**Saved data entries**
══════

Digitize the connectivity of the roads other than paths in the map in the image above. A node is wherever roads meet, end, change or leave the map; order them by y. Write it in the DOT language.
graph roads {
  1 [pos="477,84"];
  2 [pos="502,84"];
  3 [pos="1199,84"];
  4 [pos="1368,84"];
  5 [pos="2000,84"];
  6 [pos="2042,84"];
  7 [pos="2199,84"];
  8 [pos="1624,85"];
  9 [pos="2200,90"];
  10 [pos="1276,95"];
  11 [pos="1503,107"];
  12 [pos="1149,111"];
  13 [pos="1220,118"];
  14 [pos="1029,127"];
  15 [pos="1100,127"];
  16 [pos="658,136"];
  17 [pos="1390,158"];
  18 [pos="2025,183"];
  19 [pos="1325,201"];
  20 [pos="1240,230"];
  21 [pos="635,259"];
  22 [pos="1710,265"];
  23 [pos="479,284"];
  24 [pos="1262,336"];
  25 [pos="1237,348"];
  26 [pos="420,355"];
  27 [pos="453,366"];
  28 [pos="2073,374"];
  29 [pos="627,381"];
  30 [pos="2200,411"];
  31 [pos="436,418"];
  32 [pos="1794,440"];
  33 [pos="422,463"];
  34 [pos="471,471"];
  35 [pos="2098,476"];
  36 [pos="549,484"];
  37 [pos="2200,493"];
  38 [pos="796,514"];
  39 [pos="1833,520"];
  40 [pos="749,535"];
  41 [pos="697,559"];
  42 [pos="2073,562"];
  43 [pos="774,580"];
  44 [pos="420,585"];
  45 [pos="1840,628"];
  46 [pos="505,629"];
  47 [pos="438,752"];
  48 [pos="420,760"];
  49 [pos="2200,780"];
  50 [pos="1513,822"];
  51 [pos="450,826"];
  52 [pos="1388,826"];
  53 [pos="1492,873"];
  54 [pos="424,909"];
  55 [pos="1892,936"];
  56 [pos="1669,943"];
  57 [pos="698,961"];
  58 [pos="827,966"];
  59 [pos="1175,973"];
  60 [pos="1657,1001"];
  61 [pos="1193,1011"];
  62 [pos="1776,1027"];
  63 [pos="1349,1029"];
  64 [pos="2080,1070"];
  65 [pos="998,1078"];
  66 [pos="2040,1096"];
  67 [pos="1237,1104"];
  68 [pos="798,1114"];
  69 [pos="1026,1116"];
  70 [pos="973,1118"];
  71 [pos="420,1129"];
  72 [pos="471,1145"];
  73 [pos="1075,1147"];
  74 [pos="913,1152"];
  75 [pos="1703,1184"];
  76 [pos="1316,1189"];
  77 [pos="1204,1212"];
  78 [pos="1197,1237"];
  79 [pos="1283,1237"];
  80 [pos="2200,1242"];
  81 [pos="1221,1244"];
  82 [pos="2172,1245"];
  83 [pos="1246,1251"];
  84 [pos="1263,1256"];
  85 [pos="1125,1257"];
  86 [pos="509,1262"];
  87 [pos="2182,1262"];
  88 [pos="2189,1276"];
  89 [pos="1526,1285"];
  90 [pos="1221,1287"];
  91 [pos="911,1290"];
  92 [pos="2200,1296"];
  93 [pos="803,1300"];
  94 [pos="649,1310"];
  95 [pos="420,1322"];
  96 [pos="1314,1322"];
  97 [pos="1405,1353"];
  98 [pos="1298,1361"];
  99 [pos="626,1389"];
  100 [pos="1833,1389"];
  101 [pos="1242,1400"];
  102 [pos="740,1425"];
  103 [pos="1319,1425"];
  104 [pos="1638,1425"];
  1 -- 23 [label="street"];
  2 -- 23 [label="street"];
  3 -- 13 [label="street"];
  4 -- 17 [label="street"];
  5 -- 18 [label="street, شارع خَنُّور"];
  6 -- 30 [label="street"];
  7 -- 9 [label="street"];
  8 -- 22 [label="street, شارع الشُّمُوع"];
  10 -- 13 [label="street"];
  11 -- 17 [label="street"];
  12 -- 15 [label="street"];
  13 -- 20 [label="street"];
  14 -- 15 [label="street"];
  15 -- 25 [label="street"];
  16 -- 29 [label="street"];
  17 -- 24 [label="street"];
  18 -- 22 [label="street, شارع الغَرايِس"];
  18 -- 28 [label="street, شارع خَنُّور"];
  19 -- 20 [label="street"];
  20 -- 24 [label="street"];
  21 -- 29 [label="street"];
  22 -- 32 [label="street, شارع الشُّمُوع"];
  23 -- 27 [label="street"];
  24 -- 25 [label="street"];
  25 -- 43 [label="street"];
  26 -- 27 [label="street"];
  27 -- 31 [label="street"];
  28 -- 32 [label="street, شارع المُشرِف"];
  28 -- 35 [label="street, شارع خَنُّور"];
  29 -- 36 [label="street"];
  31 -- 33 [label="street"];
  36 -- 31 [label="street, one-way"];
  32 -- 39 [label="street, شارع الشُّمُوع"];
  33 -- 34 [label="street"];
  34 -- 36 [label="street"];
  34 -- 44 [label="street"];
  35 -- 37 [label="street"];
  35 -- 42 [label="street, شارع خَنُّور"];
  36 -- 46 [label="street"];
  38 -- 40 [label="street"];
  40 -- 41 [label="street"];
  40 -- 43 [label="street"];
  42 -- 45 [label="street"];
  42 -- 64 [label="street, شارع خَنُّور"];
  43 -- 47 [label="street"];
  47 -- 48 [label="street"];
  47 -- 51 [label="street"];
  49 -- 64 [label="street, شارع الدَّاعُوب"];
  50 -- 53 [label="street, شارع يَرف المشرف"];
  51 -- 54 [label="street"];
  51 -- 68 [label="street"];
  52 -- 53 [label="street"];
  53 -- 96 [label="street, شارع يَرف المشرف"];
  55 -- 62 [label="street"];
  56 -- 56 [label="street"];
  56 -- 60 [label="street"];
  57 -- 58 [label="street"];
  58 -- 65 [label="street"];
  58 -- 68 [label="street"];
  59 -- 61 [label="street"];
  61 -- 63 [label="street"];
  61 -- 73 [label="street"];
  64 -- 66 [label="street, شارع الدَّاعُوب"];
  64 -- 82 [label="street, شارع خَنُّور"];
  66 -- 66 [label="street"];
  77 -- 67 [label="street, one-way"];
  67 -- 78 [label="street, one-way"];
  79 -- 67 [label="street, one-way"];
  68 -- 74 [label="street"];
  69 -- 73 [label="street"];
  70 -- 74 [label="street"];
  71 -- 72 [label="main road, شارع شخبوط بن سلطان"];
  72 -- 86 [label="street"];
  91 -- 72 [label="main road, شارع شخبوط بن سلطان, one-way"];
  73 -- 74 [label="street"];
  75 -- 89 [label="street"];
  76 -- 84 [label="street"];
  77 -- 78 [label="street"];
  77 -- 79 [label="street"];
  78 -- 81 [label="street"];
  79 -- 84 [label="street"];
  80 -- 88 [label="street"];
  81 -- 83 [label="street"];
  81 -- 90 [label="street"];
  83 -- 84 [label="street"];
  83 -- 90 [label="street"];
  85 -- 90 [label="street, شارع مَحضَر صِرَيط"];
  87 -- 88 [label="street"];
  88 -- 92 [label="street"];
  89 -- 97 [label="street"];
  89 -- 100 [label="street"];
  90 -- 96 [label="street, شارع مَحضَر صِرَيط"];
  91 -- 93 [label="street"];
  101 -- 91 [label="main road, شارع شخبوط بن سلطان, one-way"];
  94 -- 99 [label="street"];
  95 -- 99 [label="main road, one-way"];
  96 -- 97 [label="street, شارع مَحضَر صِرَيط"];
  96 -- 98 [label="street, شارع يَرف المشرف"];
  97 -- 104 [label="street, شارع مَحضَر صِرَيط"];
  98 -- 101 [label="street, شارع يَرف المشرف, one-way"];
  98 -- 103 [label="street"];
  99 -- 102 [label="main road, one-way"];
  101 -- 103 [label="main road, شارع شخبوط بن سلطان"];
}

══════

**TO DO**
Could you repeat every record above exactly as it appears?

**TASK RESPONSE**
Digitize the connectivity of the roads other than paths in the map in the image above. A node is wherever roads meet, end, change or leave the map; order them by y. Write it in the DOT language.
graph roads {
  1 [pos="477,84"];
  2 [pos="502,84"];
  3 [pos="1199,84"];
  4 [pos="1368,84"];
  5 [pos="2000,84"];
  6 [pos="2042,84"];
  7 [pos="2199,84"];
  8 [pos="1624,85"];
  9 [pos="2200,90"];
  10 [pos="1276,95"];
  11 [pos="1503,107"];
  12 [pos="1149,111"];
  13 [pos="1220,118"];
  14 [pos="1029,127"];
  15 [pos="1100,127"];
  16 [pos="658,136"];
  17 [pos="1390,158"];
  18 [pos="2025,183"];
  19 [pos="1325,201"];
  20 [pos="1240,230"];
  21 [pos="635,259"];
  22 [pos="1710,265"];
  23 [pos="479,284"];
  24 [pos="1262,336"];
  25 [pos="1237,348"];
  26 [pos="420,355"];
  27 [pos="453,366"];
  28 [pos="2073,374"];
  29 [pos="627,381"];
  30 [pos="2200,411"];
  31 [pos="436,418"];
  32 [pos="1794,440"];
  33 [pos="422,463"];
  34 [pos="471,471"];
  35 [pos="2098,476"];
  36 [pos="549,484"];
  37 [pos="2200,493"];
  38 [pos="796,514"];
  39 [pos="1833,520"];
  40 [pos="749,535"];
  41 [pos="697,559"];
  42 [pos="2073,562"];
  43 [pos="774,580"];
  44 [pos="420,585"];
  45 [pos="1840,628"];
  46 [pos="505,629"];
  47 [pos="438,752"];
  48 [pos="420,760"];
  49 [pos="2200,780"];
  50 [pos="1513,822"];
  51 [pos="450,826"];
  52 [pos="1388,826"];
  53 [pos="1492,873"];
  54 [pos="424,909"];
  55 [pos="1892,936"];
  56 [pos="1669,943"];
  57 [pos="698,961"];
  58 [pos="827,966"];
  59 [pos="1175,973"];
  60 [pos="1657,1001"];
  61 [pos="1193,1011"];
  62 [pos="1776,1027"];
  63 [pos="1349,1029"];
  64 [pos="2080,1070"];
  65 [pos="998,1078"];
  66 [pos="2040,1096"];
  67 [pos="1237,1104"];
  68 [pos="798,1114"];
  69 [pos="1026,1116"];
  70 [pos="973,1118"];
  71 [pos="420,1129"];
  72 [pos="471,1145"];
  73 [pos="1075,1147"];
  74 [pos="913,1152"];
  75 [pos="1703,1184"];
  76 [pos="1316,1189"];
  77 [pos="1204,1212"];
  78 [pos="1197,1237"];
  79 [pos="1283,1237"];
  80 [pos="2200,1242"];
  81 [pos="1221,1244"];
  82 [pos="2172,1245"];
  83 [pos="1246,1251"];
  84 [pos="1263,1256"];
  85 [pos="1125,1257"];
  86 [pos="509,1262"];
  87 [pos="2182,1262"];
  88 [pos="2189,1276"];
  89 [pos="1526,1285"];
  90 [pos="1221,1287"];
  91 [pos="911,1290"];
  92 [pos="2200,1296"];
  93 [pos="803,1300"];
  94 [pos="649,1310"];
  95 [pos="420,1322"];
  96 [pos="1314,1322"];
  97 [pos="1405,1353"];
  98 [pos="1298,1361"];
  99 [pos="626,1389"];
  100 [pos="1833,1389"];
  101 [pos="1242,1400"];
  102 [pos="740,1425"];
  103 [pos="1319,1425"];
  104 [pos="1638,1425"];
  1 -- 23 [label="street"];
  2 -- 23 [label="street"];
  3 -- 13 [label="street"];
  4 -- 17 [label="street"];
  5 -- 18 [label="street, شارع خَنُّور"];
  6 -- 30 [label="street"];
  7 -- 9 [label="street"];
  8 -- 22 [label="street, شارع الشُّمُوع"];
  10 -- 13 [label="street"];
  11 -- 17 [label="street"];
  12 -- 15 [label="street"];
  13 -- 20 [label="street"];
  14 -- 15 [label="street"];
  15 -- 25 [label="street"];
  16 -- 29 [label="street"];
  17 -- 24 [label="street"];
  18 -- 22 [label="street, شارع الغَرايِس"];
  18 -- 28 [label="street, شارع خَنُّور"];
  19 -- 20 [label="street"];
  20 -- 24 [label="street"];
  21 -- 29 [label="street"];
  22 -- 32 [label="street, شارع الشُّمُوع"];
  23 -- 27 [label="street"];
  24 -- 25 [label="street"];
  25 -- 43 [label="street"];
  26 -- 27 [label="street"];
  27 -- 31 [label="street"];
  28 -- 32 [label="street, شارع المُشرِف"];
  28 -- 35 [label="street, شارع خَنُّور"];
  29 -- 36 [label="street"];
  31 -- 33 [label="street"];
  36 -- 31 [label="street, one-way"];
  32 -- 39 [label="street, شارع الشُّمُوع"];
  33 -- 34 [label="street"];
  34 -- 36 [label="street"];
  34 -- 44 [label="street"];
  35 -- 37 [label="street"];
  35 -- 42 [label="street, شارع خَنُّور"];
  36 -- 46 [label="street"];
  38 -- 40 [label="street"];
  40 -- 41 [label="street"];
  40 -- 43 [label="street"];
  42 -- 45 [label="street"];
  42 -- 64 [label="street, شارع خَنُّور"];
  43 -- 47 [label="street"];
  47 -- 48 [label="street"];
  47 -- 51 [label="street"];
  49 -- 64 [label="street, شارع الدَّاعُوب"];
  50 -- 53 [label="street, شارع يَرف المشرف"];
  51 -- 54 [label="street"];
  51 -- 68 [label="street"];
  52 -- 53 [label="street"];
  53 -- 96 [label="street, شارع يَرف المشرف"];
  55 -- 62 [label="street"];
  56 -- 56 [label="street"];
  56 -- 60 [label="street"];
  57 -- 58 [label="street"];
  58 -- 65 [label="street"];
  58 -- 68 [label="street"];
  59 -- 61 [label="street"];
  61 -- 63 [label="street"];
  61 -- 73 [label="street"];
  64 -- 66 [label="street, شارع الدَّاعُوب"];
  64 -- 82 [label="street, شارع خَنُّور"];
  66 -- 66 [label="street"];
  77 -- 67 [label="street, one-way"];
  67 -- 78 [label="street, one-way"];
  79 -- 67 [label="street, one-way"];
  68 -- 74 [label="street"];
  69 -- 73 [label="street"];
  70 -- 74 [label="street"];
  71 -- 72 [label="main road, شارع شخبوط بن سلطان"];
  72 -- 86 [label="street"];
  91 -- 72 [label="main road, شارع شخبوط بن سلطان, one-way"];
  73 -- 74 [label="street"];
  75 -- 89 [label="street"];
  76 -- 84 [label="street"];
  77 -- 78 [label="street"];
  77 -- 79 [label="street"];
  78 -- 81 [label="street"];
  79 -- 84 [label="street"];
  80 -- 88 [label="street"];
  81 -- 83 [label="street"];
  81 -- 90 [label="street"];
  83 -- 84 [label="street"];
  83 -- 90 [label="street"];
  85 -- 90 [label="street, شارع مَحضَر صِرَيط"];
  87 -- 88 [label="street"];
  88 -- 92 [label="street"];
  89 -- 97 [label="street"];
  89 -- 100 [label="street"];
  90 -- 96 [label="street, شارع مَحضَر صِرَيط"];
  91 -- 93 [label="street"];
  101 -- 91 [label="main road, شارع شخبوط بن سلطان, one-way"];
  94 -- 99 [label="street"];
  95 -- 99 [label="main road, one-way"];
  96 -- 97 [label="street, شارع مَحضَر صِرَيط"];
  96 -- 98 [label="street, شارع يَرف المشرف"];
  97 -- 104 [label="street, شارع مَحضَر صِرَيط"];
  98 -- 101 [label="street, شارع يَرف المشرف, one-way"];
  98 -- 103 [label="street"];
  99 -- 102 [label="main road, one-way"];
  101 -- 103 [label="main road, شارع شخبوط بن سلطان"];
}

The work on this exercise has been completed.